**What is expected**
Locate the line that contains "middle dip: (355, 219)". Reproduce it and all following lines up to the end of the material, exactly and with nothing added.

**Task inputs**
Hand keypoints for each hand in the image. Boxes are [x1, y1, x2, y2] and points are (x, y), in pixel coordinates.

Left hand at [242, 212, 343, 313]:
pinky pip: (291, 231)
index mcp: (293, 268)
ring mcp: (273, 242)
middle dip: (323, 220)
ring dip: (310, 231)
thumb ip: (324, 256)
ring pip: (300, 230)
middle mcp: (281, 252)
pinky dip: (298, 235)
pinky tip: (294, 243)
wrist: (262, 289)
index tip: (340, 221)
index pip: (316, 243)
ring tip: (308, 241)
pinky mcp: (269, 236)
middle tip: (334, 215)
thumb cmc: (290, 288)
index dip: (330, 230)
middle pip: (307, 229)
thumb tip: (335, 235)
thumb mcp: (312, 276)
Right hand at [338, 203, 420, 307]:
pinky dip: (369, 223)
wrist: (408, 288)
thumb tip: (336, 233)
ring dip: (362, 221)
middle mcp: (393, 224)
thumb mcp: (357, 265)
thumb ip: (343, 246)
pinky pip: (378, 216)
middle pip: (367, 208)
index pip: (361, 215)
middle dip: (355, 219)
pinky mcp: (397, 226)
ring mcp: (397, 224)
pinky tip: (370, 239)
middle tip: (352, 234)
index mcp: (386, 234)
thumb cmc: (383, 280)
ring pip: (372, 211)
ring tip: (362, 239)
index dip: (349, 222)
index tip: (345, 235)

**Answer**
middle dip: (355, 219)
pinky mcp: (397, 226)
ring mcp: (397, 224)
pinky tip: (370, 239)
middle tip: (352, 234)
index mcp: (386, 234)
thumb cmc: (383, 280)
ring pip: (372, 211)
ring tip: (362, 239)
index dip: (349, 222)
index tip: (345, 235)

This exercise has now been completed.